== About this task ==
Give back the whole listing exactly as it is written.

+ + +

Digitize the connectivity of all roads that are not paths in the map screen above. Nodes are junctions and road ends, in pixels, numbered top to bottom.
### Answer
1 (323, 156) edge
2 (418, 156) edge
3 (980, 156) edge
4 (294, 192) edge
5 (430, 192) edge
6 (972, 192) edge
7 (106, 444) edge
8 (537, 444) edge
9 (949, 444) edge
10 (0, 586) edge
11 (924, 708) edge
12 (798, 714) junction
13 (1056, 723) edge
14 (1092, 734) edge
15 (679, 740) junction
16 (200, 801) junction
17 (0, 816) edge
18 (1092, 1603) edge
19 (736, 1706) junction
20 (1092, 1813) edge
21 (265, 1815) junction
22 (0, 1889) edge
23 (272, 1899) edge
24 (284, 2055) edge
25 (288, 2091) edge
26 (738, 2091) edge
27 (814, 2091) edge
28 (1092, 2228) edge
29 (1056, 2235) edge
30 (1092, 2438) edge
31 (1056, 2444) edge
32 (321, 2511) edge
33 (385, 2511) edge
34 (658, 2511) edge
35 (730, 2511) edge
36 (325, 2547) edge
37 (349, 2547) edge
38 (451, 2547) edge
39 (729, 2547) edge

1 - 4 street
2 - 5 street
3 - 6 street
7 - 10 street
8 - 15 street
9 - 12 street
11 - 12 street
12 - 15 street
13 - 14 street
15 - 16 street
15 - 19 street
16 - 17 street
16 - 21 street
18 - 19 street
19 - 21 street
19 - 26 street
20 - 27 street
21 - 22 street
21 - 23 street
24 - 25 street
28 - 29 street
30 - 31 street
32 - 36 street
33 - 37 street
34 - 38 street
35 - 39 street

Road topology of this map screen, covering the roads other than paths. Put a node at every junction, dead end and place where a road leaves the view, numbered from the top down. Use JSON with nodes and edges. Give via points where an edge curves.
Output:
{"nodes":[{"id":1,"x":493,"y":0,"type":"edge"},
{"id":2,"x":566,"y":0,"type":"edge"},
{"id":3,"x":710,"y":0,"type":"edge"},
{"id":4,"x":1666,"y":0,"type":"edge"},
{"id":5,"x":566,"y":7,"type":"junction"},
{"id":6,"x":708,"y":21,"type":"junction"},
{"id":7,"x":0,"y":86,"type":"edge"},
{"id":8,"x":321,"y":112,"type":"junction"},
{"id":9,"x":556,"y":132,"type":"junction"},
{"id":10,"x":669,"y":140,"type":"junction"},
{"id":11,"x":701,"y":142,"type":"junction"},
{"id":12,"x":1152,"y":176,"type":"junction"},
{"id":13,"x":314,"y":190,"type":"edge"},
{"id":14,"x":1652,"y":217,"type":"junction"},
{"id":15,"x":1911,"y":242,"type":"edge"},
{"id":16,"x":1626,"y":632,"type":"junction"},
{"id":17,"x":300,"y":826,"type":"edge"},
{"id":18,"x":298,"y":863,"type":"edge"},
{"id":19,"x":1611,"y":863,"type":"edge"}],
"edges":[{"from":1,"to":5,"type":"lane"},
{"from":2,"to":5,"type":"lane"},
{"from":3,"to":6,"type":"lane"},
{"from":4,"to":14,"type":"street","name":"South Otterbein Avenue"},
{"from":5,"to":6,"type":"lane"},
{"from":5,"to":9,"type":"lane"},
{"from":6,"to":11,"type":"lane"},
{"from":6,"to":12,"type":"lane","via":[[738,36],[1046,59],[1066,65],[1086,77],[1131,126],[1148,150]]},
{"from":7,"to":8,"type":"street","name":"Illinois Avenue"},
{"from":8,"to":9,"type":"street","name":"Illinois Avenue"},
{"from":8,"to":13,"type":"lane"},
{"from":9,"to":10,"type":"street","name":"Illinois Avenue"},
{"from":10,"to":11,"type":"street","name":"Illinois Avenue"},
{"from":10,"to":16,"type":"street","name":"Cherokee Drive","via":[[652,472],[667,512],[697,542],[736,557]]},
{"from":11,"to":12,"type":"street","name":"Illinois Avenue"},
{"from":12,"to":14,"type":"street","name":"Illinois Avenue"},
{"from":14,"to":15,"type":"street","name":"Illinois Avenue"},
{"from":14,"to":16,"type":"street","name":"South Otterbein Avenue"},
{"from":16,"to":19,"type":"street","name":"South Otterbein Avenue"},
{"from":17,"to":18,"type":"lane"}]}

+ + +

== Response to this exercise ==
Digitize the connectivity of all roads that are not paths in the map screen above. Nodes are junctions and road ends, in pixels, numbered top to bottom.
### Answer
1 (323, 156) edge
2 (418, 156) edge
3 (980, 156) edge
4 (294, 192) edge
5 (430, 192) edge
6 (972, 192) edge
7 (106, 444) edge
8 (537, 444) edge
9 (949, 444) edge
10 (0, 586) edge
11 (924, 708) edge
12 (798, 714) junction
13 (1056, 723) edge
14 (1092, 734) edge
15 (679, 740) junction
16 (200, 801) junction
17 (0, 816) edge
18 (1092, 1603) edge
19 (736, 1706) junction
20 (1092, 1813) edge
21 (265, 1815) junction
22 (0, 1889) edge
23 (272, 1899) edge
24 (284, 2055) edge
25 (288, 2091) edge
26 (738, 2091) edge
27 (814, 2091) edge
28 (1092, 2228) edge
29 (1056, 2235) edge
30 (1092, 2438) edge
31 (1056, 2444) edge
32 (321, 2511) edge
33 (385, 2511) edge
34 (658, 2511) edge
35 (730, 2511) edge
36 (325, 2547) edge
37 (349, 2547) edge
38 (451, 2547) edge
39 (729, 2547) edge

1 - 4 street
2 - 5 street
3 - 6 street
7 - 10 street
8 - 15 street
9 - 12 street
11 - 12 street
12 - 15 street
13 - 14 street
15 - 16 street
15 - 19 street
16 - 17 street
16 - 21 street
18 - 19 street
19 - 21 street
19 - 26 street
20 - 27 street
21 - 22 street
21 - 23 street
24 - 25 street
28 - 29 street
30 - 31 street
32 - 36 street
33 - 37 street
34 - 38 street
35 - 39 street

Road topology of this map screen, covering the roads other than paths. Put a node at every junction, dead end and place where a road leaves the view, numbered from the top down. Use JSON with nodes and edges. Give via points where an edge curves.
Output:
{"nodes":[{"id":1,"x":493,"y":0,"type":"edge"},
{"id":2,"x":566,"y":0,"type":"edge"},
{"id":3,"x":710,"y":0,"type":"edge"},
{"id":4,"x":1666,"y":0,"type":"edge"},
{"id":5,"x":566,"y":7,"type":"junction"},
{"id":6,"x":708,"y":21,"type":"junction"},
{"id":7,"x":0,"y":86,"type":"edge"},
{"id":8,"x":321,"y":112,"type":"junction"},
{"id":9,"x":556,"y":132,"type":"junction"},
{"id":10,"x":669,"y":140,"type":"junction"},
{"id":11,"x":701,"y":142,"type":"junction"},
{"id":12,"x":1152,"y":176,"type":"junction"},
{"id":13,"x":314,"y":190,"type":"edge"},
{"id":14,"x":1652,"y":217,"type":"junction"},
{"id":15,"x":1911,"y":242,"type":"edge"},
{"id":16,"x":1626,"y":632,"type":"junction"},
{"id":17,"x":300,"y":826,"type":"edge"},
{"id":18,"x":298,"y":863,"type":"edge"},
{"id":19,"x":1611,"y":863,"type":"edge"}],
"edges":[{"from":1,"to":5,"type":"lane"},
{"from":2,"to":5,"type":"lane"},
{"from":3,"to":6,"type":"lane"},
{"from":4,"to":14,"type":"street","name":"South Otterbein Avenue"},
{"from":5,"to":6,"type":"lane"},
{"from":5,"to":9,"type":"lane"},
{"from":6,"to":11,"type":"lane"},
{"from":6,"to":12,"type":"lane","via":[[738,36],[1046,59],[1066,65],[1086,77],[1131,126],[1148,150]]},
{"from":7,"to":8,"type":"street","name":"Illinois Avenue"},
{"from":8,"to":9,"type":"street","name":"Illinois Avenue"},
{"from":8,"to":13,"type":"lane"},
{"from":9,"to":10,"type":"street","name":"Illinois Avenue"},
{"from":10,"to":11,"type":"street","name":"Illinois Avenue"},
{"from":10,"to":16,"type":"street","name":"Cherokee Drive","via":[[652,472],[667,512],[697,542],[736,557]]},
{"from":11,"to":12,"type":"street","name":"Illinois Avenue"},
{"from":12,"to":14,"type":"street","name":"Illinois Avenue"},
{"from":14,"to":15,"type":"street","name":"Illinois Avenue"},
{"from":14,"to":16,"type":"street","name":"South Otterbein Avenue"},
{"from":16,"to":19,"type":"street","name":"South Otterbein Avenue"},
{"from":17,"to":18,"type":"lane"}]}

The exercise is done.